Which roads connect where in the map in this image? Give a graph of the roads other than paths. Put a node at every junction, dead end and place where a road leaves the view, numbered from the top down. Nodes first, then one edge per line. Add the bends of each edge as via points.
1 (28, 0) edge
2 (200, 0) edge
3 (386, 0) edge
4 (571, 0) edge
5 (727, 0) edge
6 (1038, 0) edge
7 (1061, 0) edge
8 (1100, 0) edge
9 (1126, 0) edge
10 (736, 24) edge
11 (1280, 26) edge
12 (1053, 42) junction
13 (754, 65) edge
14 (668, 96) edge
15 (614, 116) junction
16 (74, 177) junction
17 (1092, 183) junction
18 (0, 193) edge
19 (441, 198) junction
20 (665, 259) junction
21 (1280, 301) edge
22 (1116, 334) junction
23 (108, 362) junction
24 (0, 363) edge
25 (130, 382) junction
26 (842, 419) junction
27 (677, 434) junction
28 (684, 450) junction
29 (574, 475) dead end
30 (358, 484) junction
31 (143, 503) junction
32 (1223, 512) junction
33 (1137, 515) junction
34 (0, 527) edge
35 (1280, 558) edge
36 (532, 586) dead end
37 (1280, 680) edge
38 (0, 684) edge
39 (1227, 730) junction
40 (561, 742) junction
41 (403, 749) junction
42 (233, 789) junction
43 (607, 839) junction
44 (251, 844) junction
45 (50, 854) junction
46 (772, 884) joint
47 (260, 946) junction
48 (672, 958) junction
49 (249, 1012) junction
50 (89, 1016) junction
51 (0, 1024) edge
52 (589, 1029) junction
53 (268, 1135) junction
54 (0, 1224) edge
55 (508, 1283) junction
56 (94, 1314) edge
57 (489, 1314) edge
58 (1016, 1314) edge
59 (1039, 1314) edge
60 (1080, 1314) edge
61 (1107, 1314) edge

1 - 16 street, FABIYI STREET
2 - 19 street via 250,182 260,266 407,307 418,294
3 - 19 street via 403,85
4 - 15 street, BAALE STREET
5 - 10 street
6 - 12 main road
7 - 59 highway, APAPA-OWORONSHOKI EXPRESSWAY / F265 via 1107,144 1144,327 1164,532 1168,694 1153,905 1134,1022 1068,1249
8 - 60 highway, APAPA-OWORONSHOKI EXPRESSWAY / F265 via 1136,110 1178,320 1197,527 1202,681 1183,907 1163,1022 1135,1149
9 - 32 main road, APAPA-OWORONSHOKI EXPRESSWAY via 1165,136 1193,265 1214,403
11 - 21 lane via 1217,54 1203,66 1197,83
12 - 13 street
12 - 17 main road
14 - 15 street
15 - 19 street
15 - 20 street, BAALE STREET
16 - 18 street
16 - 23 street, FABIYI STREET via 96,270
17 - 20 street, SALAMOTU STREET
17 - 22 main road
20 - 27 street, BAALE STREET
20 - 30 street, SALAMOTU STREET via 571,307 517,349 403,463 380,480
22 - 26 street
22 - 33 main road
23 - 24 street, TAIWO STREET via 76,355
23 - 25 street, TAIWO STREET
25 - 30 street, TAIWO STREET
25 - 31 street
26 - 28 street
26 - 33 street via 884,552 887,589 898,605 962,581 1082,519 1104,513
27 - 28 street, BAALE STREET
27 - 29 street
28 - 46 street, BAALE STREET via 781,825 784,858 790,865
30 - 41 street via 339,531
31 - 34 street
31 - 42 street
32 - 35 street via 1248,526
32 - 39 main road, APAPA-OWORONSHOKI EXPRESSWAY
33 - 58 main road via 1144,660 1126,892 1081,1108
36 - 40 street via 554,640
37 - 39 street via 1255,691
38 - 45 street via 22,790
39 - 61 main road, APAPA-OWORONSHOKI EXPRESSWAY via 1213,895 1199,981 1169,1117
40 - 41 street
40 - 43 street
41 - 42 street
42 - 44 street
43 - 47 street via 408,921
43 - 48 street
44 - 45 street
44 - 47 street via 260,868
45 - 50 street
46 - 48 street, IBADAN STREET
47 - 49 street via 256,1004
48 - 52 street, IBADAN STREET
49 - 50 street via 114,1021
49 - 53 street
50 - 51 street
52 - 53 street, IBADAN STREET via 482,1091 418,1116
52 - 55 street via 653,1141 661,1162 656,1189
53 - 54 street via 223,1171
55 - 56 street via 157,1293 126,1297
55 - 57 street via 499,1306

==========

How to complete this task - Report each line of the records that holds the word "BAALE".

Written response -
4 - 15 street, BAALE STREET
15 - 20 street, BAALE STREET
20 - 27 street, BAALE STREET
27 - 28 street, BAALE STREET
28 - 46 street, BAALE STREET via 781,825 784,858 790,865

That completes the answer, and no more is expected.